KISAH SI BEBEK DAN BURUNG HANTU

0

                       KISAH SI BEBEK DAN BURUNG HANTU




           Dahulu kala, hidup di kerajaan binatang terasa damai. Seluruh hewan saling sayang menyayangi. Hewan yang tua menyayangi yang muda, sedang hewan yang muda menghormati yang tua. Bahkan mereka suka hidup bergotong royong dalam melakukan setiap pekerjaan. Siapapun yang mendapat kesulitan dalam melakukan sesuatu pekerjaan maka hewan yang lain serentak beramai-ramai membantunya. Sehingga semua pekerjaan yang ringan akan cepat terselesaikan dan pekerjaan yang berat akan terasa ringan karena mereka mengerjakannya bersama-sama. Mereka melakukannya dengan ikhlas tanpa pamrih apapun.
           Namun, akhir-akhir ini, kehidupan di kerajaan binatang terasa jauh berbeda. Antara hewan yang satu saling curiga mencurigai. Hewan-hewan tua enggan menyayangi yang muda, dan sebaliknya hewan-hewan muda sudah tidak menaruh hormat pada hewan tua. Hewan-hewan muda semakin berani bertindak tidak sopan kepada hewan-hewan tua. Rasa kegotong royongan dalam melakukan pekerjaan sudah mereka tinggalkan. Mereka lebih senang hidup menyendiri. Bila ada hewan yang kesulitan melakukan pekerjaan maka tidak ada seekor hewanpun yang ikhlas membantunya. Mereka lebih senang menjadi penonton saja terhadap kesulitan teman-temannya. Kehidupan di kerajaan semakin jauh dari rasa aman dan tenteram.
           Perubahan kehidupan yang jauh dari rasa nyaman di kerajaan binatang itu diakibatkan ulah Si Bebek yang jago gosip. Tiap hari si bebek selalu menyebarkan gosip dimana-mana. Seluruh hewan senantiasa menjadi bahan gosipnya. Sehingga antara hewan satu dan hewan lain terjadi salah faham bahkan tidak jarang terjadi perkelahian. Bila antara hewan satu dan hewan lain terlibat adu mulut dan akhirnya berkelahi maka si Bebek menjauhi mereka. Si bebek takut dikeroyok hewan-hewan karena akibat ulahnya mereka sampai berkelahi. Bahkan terkadang si bebek saling mengadu domba antara hewan satu dengan lain. Hewan-hewan tua berusaha diadu dengan hewan-hewan muda. Begitupun sebaliknya.
           Si burung hantu merasa resah dengan perubahan kehidupan di kerajaan binatang yang semakin tidak ada aturan. Dia tahu bahwa penyebab semua ini adalah akibat ulah si Bebek. Kemudian Si Burung memikirkan suatu cara bagaimana caranya memberi pelajaran kepada si bebek. Dia ingin menghentikan tingkah polah si bebek yang semakin menjadi-jadi.

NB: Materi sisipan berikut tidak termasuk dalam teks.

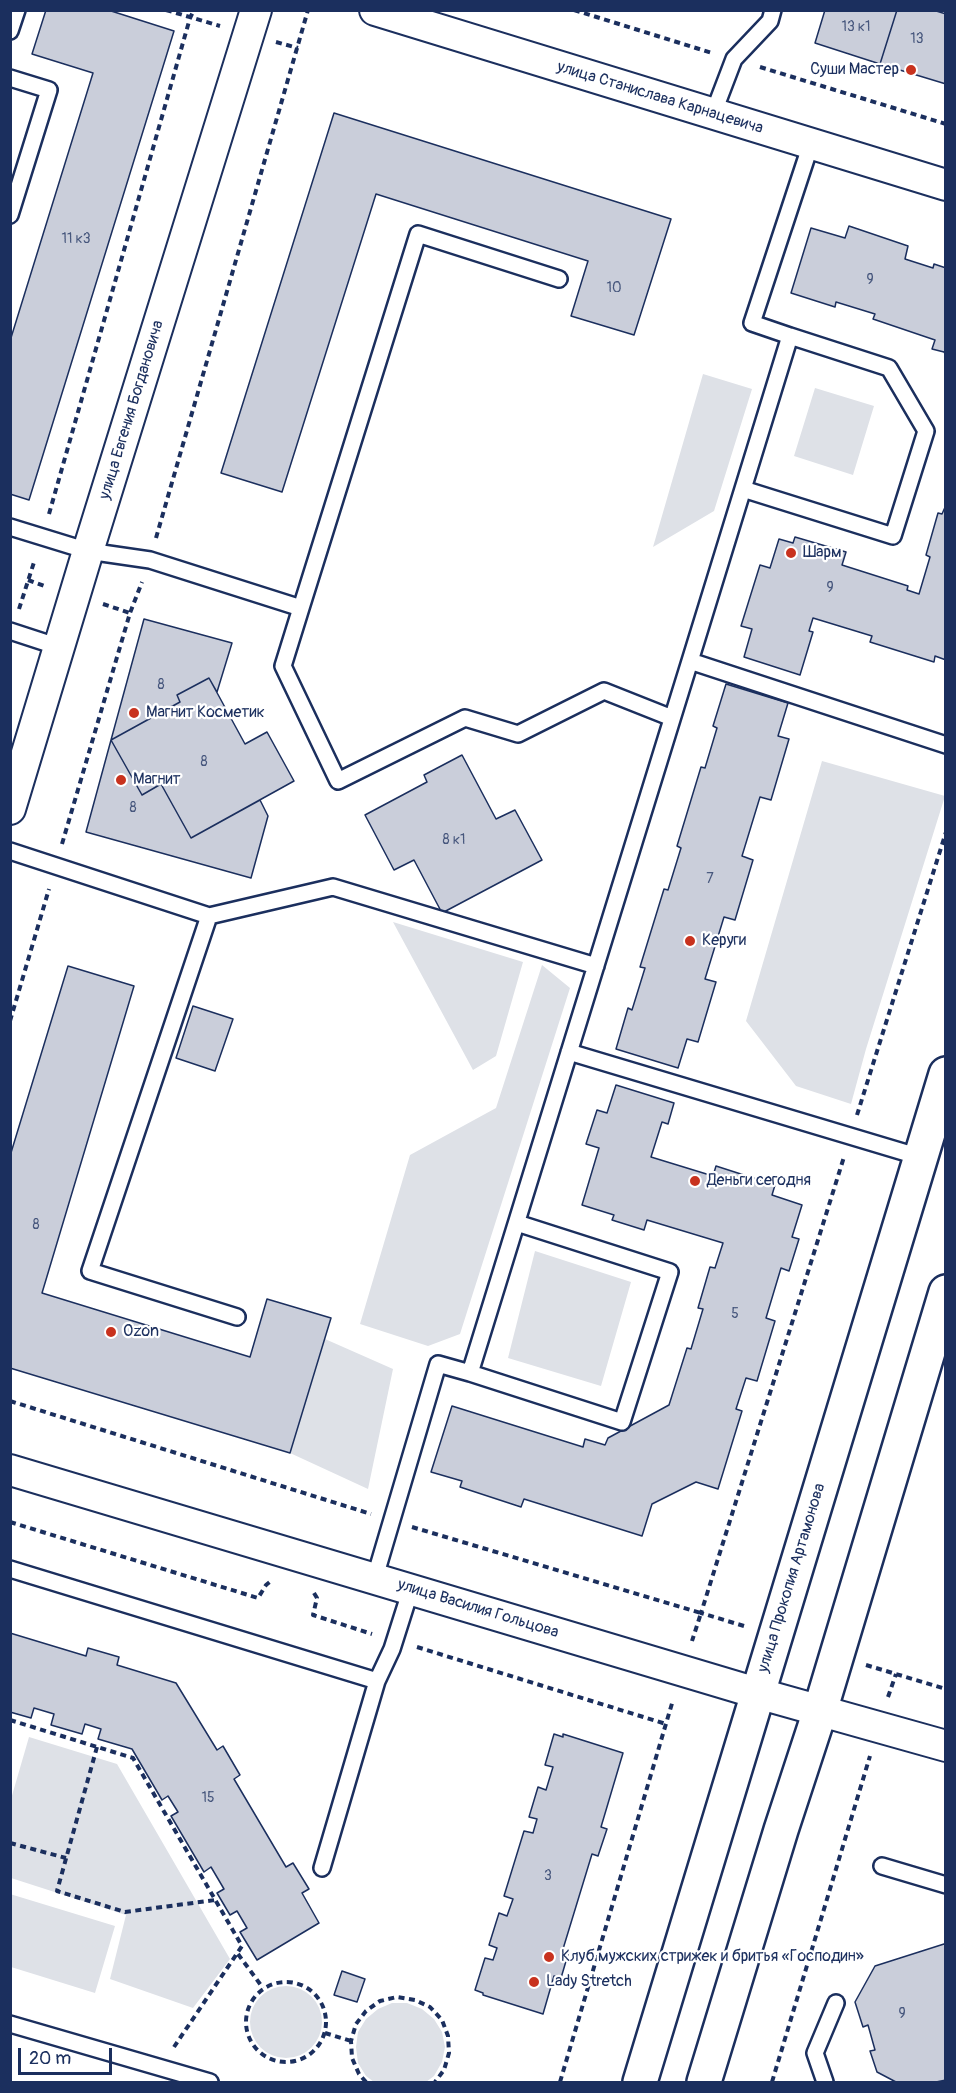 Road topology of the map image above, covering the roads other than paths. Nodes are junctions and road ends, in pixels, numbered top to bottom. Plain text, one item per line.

          "Kalau ulah si Bebek tidak dihentikan, maka kehidupan di kerajaan binatang akan semakin amburadul," pikir si burung Hantu. Si burung hantu tahu bahwa setiap malam si bebek selalu tidur di bawah pohon tidak jauh dari rumahnya. Oleh karena itu,  menjelang gelap si burung hantu sudah bertengger di dahan pohon dimana di bawahnya tenpat si bebek tidur. Dan tidak berapa lama nampaklah si bebek pulang. Lalu si burung hantu berusaha mendekatinya.
         "Selamat malam, bebek," sapa burung hantu.

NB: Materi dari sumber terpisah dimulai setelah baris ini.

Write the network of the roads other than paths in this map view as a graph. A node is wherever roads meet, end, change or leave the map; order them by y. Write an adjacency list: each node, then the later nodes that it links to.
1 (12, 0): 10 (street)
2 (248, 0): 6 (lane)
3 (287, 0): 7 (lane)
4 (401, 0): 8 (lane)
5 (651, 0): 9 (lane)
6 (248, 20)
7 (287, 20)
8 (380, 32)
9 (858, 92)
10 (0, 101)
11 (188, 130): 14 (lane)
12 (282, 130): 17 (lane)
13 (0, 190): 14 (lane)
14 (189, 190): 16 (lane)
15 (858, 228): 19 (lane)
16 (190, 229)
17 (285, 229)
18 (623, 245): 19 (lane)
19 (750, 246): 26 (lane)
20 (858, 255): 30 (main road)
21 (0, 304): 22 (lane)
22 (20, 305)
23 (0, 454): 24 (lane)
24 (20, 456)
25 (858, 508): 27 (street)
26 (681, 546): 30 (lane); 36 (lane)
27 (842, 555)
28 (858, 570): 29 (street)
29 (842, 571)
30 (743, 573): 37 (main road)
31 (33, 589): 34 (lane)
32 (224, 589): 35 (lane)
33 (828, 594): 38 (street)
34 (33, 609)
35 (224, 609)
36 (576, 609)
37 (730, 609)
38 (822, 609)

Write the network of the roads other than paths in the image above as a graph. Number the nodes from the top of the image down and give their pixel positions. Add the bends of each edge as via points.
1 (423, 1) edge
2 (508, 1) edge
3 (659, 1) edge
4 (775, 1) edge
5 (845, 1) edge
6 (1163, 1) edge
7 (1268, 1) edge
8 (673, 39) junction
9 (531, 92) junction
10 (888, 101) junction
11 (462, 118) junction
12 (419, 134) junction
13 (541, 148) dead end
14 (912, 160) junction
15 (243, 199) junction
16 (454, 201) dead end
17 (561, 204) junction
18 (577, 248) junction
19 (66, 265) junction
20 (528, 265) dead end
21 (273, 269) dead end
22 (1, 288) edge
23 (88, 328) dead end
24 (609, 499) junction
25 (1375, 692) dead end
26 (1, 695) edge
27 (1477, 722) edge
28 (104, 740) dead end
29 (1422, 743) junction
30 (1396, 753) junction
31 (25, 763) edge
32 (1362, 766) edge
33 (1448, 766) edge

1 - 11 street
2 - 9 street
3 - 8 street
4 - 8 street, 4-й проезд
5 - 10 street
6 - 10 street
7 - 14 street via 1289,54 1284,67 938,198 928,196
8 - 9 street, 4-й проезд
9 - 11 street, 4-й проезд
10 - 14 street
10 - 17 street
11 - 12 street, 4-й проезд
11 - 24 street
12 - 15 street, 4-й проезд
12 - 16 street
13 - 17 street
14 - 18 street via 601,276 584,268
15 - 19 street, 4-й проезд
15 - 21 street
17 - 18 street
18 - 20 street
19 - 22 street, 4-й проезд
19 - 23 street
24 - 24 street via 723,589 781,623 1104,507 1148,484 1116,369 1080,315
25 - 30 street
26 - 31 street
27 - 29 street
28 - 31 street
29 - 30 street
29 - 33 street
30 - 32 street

         "Hhohoho...selamat malam. Hei, kau rupanya si mata SIONG," jawab si bebek mengejek.
         "Wah kamu menghina aku, ya! Apa itu si mata SIONG?" tanya si burung hantu tidak mengerti.
         "Hehehehehe...si mata SIONG! Kalau siang matanya sipit kalau malam matanya plolong! Hahahaha..."
         "Memang keterlaluan kamu, bebek," kata burung hantu. "Semua teman-temanku pasti kau hina, kau fitnah, kau adu domba seperti itu. Pantas mereka saling curiga antara satu dengan yang lain."
         "Ya salah mereka! Kenapa mereka bodoh sehingga bisa saling berkelahi. "
         "Jangan begitu, bebek! Mereka juga teman-temanmu, jadi kamu harus melindungi mereka..."
         "Apa? Melindungi hewan-hewan yang tidak cerdas seperti mereka? Puih...tidak mau ya. Bahkan mereka pantas menerima hadiah akibat kebodohannya."
         "Hei, bebek! Tidak pantas kau berkata seperti itu! Sekali lagi aku peringatkan agar kamu jangan melakukan hal-hal tercela kepada teman-temanku. Kalau tidak mau....maka.....kamu akan mendapat celaka akibat ulahmu sendiri"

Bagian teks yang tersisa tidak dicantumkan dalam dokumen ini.